Essaydi has achieved considerable international acclaim as a photographer, but is also an accomplished painter and creator of multi-media installations. All of these are on display here in her first solo exhibition. Yet again, the Smithsonian has provided me, and all who visit its museums, with the opportunity to see things not on public display before.
In her "Harem" series of photographs (one of which is pictured above), we see one or more women wearing garments that exactly match the painting on the walls. They are barely distinguishable from their background. Obviously, this is meant to show how marginalized the women in these situations are, but I was also reminded of a chameleon, a creature who can blend in to escape its predators. Do the women hide their true natures from their masters, to preserve some sense of themselves as human beings?
Another series of photographs is the "Three Silences of Molinos." Based on a poem by Longfellow, which extols the virtue of the silence of thought, the silence of speech and the silence of desire, Essaydi compares this idea to the way in which women are treated in her homeland. I was reminded of sitting in yoga class, being told to quiet my mind. In this context, there's nothing wrong with not thinking about the day-to-day worries of life in order to focus on the breath, but when you're never allowed to have your own thoughts or opinions on any matter, you can see how stifling this would become. Women are treated as property and their ideas, their wants, are accorded no value.

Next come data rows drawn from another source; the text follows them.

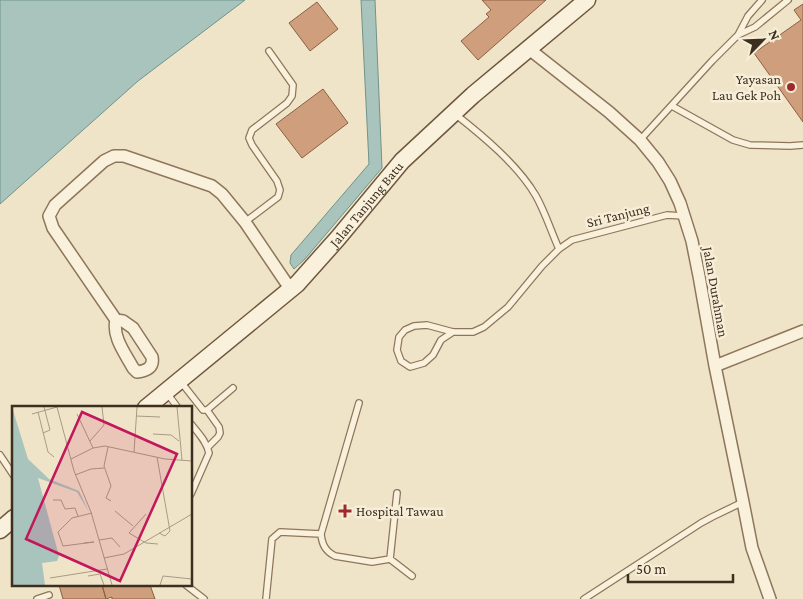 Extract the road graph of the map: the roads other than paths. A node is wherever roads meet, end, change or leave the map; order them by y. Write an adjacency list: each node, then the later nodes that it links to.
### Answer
1 (587, 0): 5 (street, Jalan Tanjung Batu)
2 (762, 0): 4 (lane)
3 (788, 0): 4 (lane)
4 (738, 35): 7 (lane)
5 (529, 48): 8 (street, Jalan Tanjung Batu); 9 (street, Jalan Durahman)
6 (269, 51): 12 (lane)
7 (672, 106): 9 (lane); 10 (lane)
8 (454, 113): 13 (lane); 14 (street, Jalan Tanjung Batu)
9 (640, 140): 11 (street, Jalan Durahman)
10 (803, 144)
11 (685, 216): 13 (lane, Sri Tanjung); 18 (street, Jalan Durahman)
12 (245, 222): 14 (street); 15 (street)
13 (559, 248): 17 (lane)
14 (294, 287): 19 (street, Jalan Tanjung Batu)
15 (116, 320)
16 (803, 331): 18 (street)
17 (453, 332): 17 (lane)
18 (714, 366): 32 (street, Jalan Durahman)
19 (180, 380): 21 (street, Jalan Tanjung Batu); 25 (lane)
20 (233, 388): 25 (lane)
21 (166, 392): 23 (street, Jalan Tanjung Batu); 24 (lane)
22 (359, 403): 35 (lane)
23 (148, 406)
24 (176, 406)
25 (207, 410): 27 (lane)
26 (192, 425): 27 (lane)
27 (208, 447): 30 (lane)
28 (0, 455): 29 (lane)
29 (12, 473)
30 (192, 492)
31 (397, 493): 36 (lane)
32 (743, 502): 43 (lane); 44 (street, Jalan Durahman)
33 (12, 520): 34 (street)
34 (0, 530)
35 (321, 534): 36 (lane); 42 (lane)
36 (390, 558): 37 (lane)
37 (412, 576)
38 (187, 586): 41 (lane)
39 (49, 595): 40 (lane)
40 (37, 599)
41 (204, 599)
42 (266, 599)
43 (584, 599)
44 (770, 599) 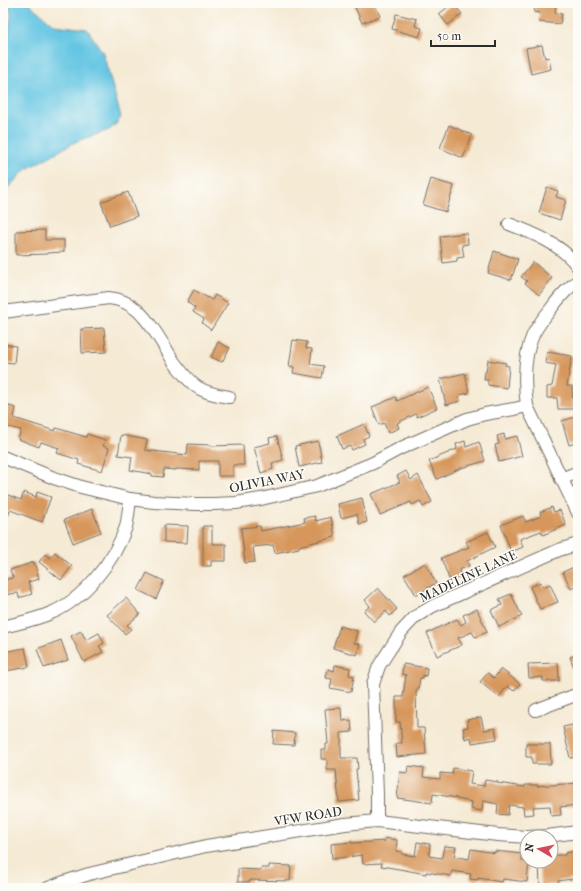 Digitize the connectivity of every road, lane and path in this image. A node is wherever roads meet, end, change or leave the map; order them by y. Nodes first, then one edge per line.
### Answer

In many of Essaydi's photographs, the women have writing on their skin and on their garments. This is an act of defiance, as women are not allowed to learn calligraphy. This is a way to demonstrate that women can and will learn and use their intellects to create art and to speak out.
Essaydi not only depicts the suffering of women in her homeland, she also shows the views of Europeans towards the Middle East, not unlike the work of Jananne al-Ani. Essaydi takes well-known European paintings and reworks them into photographs, featuring "exotic" North African women. One of her works, a photograph showing another side of "La Grande Odalisque" by Ingres, hangs in the Louvre.
The multi-media installation is called "Embodiment." It consists of hanging fabrics with her photographs silk-screened on them, and a video showing several small children playing. This piece is Essaydi's way of dealing with her childhood memories of life in the Middle East. For all of us, adulthood takes us to another country than that we inhabited as as child, but for her this is more true than for most of us.
The final room of the show focuses on her paintings. They are reworkings of Orientalist paintings - similar to the earlier set of photographs. She overturns the idea of the exotic and desirable North African woman who exists only to please men. Like al-Ani, she makes you consider your assumptions about the Middle East and those who live there.
Verdict: It's actually hard to look at Essaydi's photographs, knowing that the lives she depicts are real, but the exhibit is excellent and well worth a look.